(Beginning of Supplied material)
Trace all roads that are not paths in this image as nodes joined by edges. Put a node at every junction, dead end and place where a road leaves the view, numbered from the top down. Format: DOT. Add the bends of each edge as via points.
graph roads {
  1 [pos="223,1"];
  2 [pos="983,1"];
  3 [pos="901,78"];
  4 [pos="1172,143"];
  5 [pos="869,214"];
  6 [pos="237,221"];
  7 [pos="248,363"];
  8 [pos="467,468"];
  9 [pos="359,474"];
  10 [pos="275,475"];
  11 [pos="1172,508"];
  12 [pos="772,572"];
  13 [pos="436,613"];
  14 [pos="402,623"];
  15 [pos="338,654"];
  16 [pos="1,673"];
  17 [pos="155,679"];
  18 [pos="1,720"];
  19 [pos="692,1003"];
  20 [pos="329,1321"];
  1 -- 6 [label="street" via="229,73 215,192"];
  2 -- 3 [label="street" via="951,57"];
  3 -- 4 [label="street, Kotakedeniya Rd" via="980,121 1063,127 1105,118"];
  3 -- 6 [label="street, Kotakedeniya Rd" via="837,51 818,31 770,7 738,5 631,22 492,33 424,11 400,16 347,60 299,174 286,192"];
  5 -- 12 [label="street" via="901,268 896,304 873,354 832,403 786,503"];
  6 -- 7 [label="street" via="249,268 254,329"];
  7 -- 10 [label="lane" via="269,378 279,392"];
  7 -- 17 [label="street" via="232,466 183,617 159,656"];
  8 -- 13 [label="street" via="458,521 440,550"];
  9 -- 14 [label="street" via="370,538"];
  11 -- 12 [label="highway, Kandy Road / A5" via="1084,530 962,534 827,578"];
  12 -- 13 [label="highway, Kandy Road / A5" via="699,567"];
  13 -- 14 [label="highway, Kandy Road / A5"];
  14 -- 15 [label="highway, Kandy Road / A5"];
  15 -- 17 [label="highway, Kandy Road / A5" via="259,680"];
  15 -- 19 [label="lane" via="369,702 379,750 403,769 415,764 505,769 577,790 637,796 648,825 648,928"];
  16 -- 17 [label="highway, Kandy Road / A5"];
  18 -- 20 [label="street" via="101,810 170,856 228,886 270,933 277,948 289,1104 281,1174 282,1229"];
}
(End of Supplied material)
Activity>
All entries above need to be copied verbatim.

Finished exercise>
Trace all roads that are not paths in this image as nodes joined by edges. Put a node at every junction, dead end and place where a road leaves the view, numbered from the top down. Format: DOT. Add the bends of each edge as via points.
graph roads {
  1 [pos="223,1"];
  2 [pos="983,1"];
  3 [pos="901,78"];
  4 [pos="1172,143"];
  5 [pos="869,214"];
  6 [pos="237,221"];
  7 [pos="248,363"];
  8 [pos="467,468"];
  9 [pos="359,474"];
  10 [pos="275,475"];
  11 [pos="1172,508"];
  12 [pos="772,572"];
  13 [pos="436,613"];
  14 [pos="402,623"];
  15 [pos="338,654"];
  16 [pos="1,673"];
  17 [pos="155,679"];
  18 [pos="1,720"];
  19 [pos="692,1003"];
  20 [pos="329,1321"];
  1 -- 6 [label="street" via="229,73 215,192"];
  2 -- 3 [label="street" via="951,57"];
  3 -- 4 [label="street, Kotakedeniya Rd" via="980,121 1063,127 1105,118"];
  3 -- 6 [label="street, Kotakedeniya Rd" via="837,51 818,31 770,7 738,5 631,22 492,33 424,11 400,16 347,60 299,174 286,192"];
  5 -- 12 [label="street" via="901,268 896,304 873,354 832,403 786,503"];
  6 -- 7 [label="street" via="249,268 254,329"];
  7 -- 10 [label="lane" via="269,378 279,392"];
  7 -- 17 [label="street" via="232,466 183,617 159,656"];
  8 -- 13 [label="street" via="458,521 440,550"];
  9 -- 14 [label="street" via="370,538"];
  11 -- 12 [label="highway, Kandy Road / A5" via="1084,530 962,534 827,578"];
  12 -- 13 [label="highway, Kandy Road / A5" via="699,567"];
  13 -- 14 [label="highway, Kandy Road / A5"];
  14 -- 15 [label="highway, Kandy Road / A5"];
  15 -- 17 [label="highway, Kandy Road / A5" via="259,680"];
  15 -- 19 [label="lane" via="369,702 379,750 403,769 415,764 505,769 577,790 637,796 648,825 648,928"];
  16 -- 17 [label="highway, Kandy Road / A5"];
  18 -- 20 [label="street" via="101,810 170,856 228,886 270,933 277,948 289,1104 281,1174 282,1229"];
}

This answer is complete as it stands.